Let me give an example: Let's consider a loop containing a Jcc jumping in forward direction. Let's further assume this loop does 30 iterations. On the first 20 iterations the branch is taken, on the last 10 iterations it is not taken.
Older CPUs built on the NetBurst architecture typically employ a static branch prediction algorithm. This always predicts forward branches as not being taken and backward branches as being taken (helps with loops). Therefore, e.g. a P4 CPU would produce 20 failed predictions and 10 successful predictions by default. By placing a prefix you could flip this the other way around producing 20 successful predictions and 10 failed predictions. This decreases average latency of the Jcc by about 50%.

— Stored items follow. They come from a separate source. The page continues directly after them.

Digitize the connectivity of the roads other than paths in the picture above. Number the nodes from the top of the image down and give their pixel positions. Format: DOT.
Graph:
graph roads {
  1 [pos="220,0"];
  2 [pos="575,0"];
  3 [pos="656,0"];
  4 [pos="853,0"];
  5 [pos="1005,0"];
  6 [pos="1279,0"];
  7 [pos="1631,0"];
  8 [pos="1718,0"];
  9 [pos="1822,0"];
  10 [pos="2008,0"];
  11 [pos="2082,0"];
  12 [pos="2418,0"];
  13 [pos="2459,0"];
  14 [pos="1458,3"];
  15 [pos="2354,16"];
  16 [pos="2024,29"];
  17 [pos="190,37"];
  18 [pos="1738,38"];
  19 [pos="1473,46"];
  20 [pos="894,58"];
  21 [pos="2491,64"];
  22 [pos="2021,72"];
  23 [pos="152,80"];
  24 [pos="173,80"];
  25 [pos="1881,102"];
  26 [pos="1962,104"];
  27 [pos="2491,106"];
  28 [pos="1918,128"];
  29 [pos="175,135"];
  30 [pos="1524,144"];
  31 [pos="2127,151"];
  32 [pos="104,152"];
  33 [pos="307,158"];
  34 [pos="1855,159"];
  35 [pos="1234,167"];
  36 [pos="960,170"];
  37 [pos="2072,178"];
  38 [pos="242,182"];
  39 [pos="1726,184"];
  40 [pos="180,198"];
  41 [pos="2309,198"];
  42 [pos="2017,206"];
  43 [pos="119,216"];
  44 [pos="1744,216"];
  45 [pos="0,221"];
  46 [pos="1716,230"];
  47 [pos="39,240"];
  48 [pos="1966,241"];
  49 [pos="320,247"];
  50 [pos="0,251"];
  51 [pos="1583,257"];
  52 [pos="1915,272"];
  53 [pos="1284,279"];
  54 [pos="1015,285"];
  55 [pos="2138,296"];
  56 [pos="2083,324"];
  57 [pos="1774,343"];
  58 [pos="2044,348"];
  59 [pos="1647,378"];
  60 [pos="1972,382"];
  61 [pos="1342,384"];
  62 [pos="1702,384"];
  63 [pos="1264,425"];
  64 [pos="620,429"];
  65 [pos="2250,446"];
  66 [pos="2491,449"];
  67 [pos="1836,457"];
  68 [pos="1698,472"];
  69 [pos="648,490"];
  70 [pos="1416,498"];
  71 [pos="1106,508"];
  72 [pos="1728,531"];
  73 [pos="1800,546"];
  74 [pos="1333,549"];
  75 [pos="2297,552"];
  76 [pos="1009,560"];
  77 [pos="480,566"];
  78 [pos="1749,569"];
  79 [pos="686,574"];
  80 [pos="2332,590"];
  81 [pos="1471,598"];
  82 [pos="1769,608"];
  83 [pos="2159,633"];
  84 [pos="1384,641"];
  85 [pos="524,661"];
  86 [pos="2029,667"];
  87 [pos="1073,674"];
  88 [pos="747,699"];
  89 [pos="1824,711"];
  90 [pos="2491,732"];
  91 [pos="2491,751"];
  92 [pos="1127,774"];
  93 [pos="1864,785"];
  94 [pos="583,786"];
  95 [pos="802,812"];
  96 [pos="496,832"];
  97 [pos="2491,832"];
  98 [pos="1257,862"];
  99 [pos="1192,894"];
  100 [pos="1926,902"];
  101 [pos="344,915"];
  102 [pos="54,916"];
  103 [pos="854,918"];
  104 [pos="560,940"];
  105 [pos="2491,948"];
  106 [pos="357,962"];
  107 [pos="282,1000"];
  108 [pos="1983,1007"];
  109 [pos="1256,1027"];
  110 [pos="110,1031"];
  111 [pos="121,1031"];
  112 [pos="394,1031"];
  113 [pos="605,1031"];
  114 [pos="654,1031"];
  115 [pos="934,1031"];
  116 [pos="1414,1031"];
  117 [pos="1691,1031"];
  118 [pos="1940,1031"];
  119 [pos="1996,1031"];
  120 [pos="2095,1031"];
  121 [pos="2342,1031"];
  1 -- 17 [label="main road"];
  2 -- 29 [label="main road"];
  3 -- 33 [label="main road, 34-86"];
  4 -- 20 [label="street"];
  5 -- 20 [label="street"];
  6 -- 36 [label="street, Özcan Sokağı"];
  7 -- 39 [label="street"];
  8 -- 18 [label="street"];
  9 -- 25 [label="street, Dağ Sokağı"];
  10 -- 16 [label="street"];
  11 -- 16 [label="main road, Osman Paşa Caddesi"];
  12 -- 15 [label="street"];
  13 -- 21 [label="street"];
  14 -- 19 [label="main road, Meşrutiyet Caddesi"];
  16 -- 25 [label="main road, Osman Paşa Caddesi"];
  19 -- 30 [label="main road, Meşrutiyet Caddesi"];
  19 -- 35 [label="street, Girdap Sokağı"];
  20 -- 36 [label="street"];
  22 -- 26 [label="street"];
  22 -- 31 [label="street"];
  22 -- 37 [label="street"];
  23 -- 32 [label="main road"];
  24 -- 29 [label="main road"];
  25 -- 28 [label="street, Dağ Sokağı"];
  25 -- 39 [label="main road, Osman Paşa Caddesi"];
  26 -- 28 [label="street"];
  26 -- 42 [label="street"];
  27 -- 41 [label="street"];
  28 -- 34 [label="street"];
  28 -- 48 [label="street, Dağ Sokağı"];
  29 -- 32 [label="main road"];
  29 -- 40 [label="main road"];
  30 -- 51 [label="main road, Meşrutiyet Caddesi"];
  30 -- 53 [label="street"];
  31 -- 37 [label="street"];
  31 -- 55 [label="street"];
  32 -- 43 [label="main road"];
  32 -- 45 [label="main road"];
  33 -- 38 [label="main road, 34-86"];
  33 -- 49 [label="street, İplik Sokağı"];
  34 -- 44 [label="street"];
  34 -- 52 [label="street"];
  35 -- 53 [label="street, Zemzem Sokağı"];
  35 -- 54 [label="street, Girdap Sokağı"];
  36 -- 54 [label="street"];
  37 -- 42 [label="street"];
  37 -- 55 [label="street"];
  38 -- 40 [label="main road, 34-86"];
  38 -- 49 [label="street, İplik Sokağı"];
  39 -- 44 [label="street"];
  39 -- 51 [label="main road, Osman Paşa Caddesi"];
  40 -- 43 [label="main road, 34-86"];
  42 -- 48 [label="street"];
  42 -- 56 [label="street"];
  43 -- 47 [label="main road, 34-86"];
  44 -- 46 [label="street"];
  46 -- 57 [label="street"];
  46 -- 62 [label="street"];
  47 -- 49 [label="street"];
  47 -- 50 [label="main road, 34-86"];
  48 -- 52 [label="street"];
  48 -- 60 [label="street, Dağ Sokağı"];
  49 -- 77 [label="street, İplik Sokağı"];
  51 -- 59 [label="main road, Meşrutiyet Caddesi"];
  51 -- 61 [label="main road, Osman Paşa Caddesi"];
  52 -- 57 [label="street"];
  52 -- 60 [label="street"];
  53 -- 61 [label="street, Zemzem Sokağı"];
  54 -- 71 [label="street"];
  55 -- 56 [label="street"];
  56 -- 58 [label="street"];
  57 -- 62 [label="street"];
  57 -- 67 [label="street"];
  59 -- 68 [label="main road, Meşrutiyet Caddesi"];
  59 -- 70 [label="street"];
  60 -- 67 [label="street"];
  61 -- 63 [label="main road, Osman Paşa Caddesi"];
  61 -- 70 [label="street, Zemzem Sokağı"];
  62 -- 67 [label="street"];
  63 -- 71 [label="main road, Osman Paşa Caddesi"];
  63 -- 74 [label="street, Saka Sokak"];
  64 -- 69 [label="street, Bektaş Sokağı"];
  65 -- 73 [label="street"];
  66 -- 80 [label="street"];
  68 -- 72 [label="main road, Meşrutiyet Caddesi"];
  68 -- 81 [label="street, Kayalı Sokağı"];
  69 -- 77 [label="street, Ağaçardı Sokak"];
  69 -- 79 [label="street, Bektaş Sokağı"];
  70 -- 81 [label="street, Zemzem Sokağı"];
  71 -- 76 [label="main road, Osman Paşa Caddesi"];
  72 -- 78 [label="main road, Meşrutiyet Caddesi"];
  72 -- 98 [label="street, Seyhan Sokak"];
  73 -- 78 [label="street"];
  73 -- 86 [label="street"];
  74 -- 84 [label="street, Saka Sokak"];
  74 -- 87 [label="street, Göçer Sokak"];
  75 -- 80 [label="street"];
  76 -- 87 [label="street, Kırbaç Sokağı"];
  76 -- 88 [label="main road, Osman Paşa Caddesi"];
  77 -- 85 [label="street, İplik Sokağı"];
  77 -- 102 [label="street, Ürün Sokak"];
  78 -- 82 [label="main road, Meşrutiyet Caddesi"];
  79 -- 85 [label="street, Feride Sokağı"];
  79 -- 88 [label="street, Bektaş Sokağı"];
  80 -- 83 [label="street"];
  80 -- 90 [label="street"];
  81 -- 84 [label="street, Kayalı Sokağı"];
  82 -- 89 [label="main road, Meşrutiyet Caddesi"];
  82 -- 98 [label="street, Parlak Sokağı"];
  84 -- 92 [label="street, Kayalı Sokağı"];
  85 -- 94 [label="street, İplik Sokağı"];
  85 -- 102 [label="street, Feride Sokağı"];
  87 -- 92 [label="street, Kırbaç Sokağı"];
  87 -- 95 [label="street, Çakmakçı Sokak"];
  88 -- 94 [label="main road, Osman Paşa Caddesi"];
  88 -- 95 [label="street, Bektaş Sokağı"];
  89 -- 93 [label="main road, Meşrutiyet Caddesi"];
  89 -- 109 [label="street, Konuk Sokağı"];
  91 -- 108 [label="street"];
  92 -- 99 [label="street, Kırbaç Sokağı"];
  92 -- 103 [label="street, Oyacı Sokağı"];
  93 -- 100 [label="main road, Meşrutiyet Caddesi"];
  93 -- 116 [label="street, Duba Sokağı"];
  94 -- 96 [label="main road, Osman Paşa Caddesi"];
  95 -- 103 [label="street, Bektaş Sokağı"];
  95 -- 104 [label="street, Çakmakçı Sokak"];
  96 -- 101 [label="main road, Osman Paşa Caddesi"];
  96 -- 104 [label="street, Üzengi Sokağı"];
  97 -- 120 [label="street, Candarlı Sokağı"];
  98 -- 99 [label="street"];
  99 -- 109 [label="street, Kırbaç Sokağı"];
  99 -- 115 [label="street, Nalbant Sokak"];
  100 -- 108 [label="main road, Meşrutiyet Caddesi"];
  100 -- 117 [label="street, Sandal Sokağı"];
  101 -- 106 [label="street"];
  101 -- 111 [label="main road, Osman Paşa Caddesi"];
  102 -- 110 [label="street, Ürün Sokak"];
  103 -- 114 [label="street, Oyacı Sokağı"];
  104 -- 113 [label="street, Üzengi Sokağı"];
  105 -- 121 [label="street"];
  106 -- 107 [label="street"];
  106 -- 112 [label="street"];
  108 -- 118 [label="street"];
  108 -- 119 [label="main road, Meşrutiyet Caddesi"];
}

On modern CPUs (e.g. Core architecture) the case is different. Core based CPUs typically employ a dynamic predictor. This works by caching the previous k outcomes of the previous n conditional branches encountered. Every time the CPU sees a new Jcc a static prediction is applied. If the Jcc is in the cache the prediction is based on the previous outcomes (e.g. by majority vote or something more sophisticated). Therefore a modern CPU will typically produce less than 5 failed predictions for this Jcc. If you insert a prefix, you essentially override this dynamic predictor, again producing 10 failed predictions. This increases the average latency of the Jcc by over 100%.
Therefore, if you would like to get optimal performance for this loop on all CPUs, you would need to include two code versions together with code checking the CPU type.
An even better way of optimization in this case would be to rearrange the code to use a backward Jcc without prefix (if possible). This way you would get best performance in all cases by default.
To summarize this in a few guidelines:
1. Avoid branch prediction prefixes if the outcome of the branch is not statistically independent from previous outcomes except if you include architecture specific code.
2. Always favor rearranging your code to match the 'natural' prediction behavior over placing prefixes (if this doesn't produce other problems).
3. Never insert unnecessary prefixes just because they look nice (even if the prefix doesn't change the prediction, it is not entirely free because it increases code size and might therefore decrease decoder throughput in certain situations).
4. The most important rule about all kinds of low-level optimization: If you're not absolutely sure about the run-time behavior of your code, don't try to explain it to the CPU. Use a profiler to measure it first.
Best regards and thanks again,
Andreas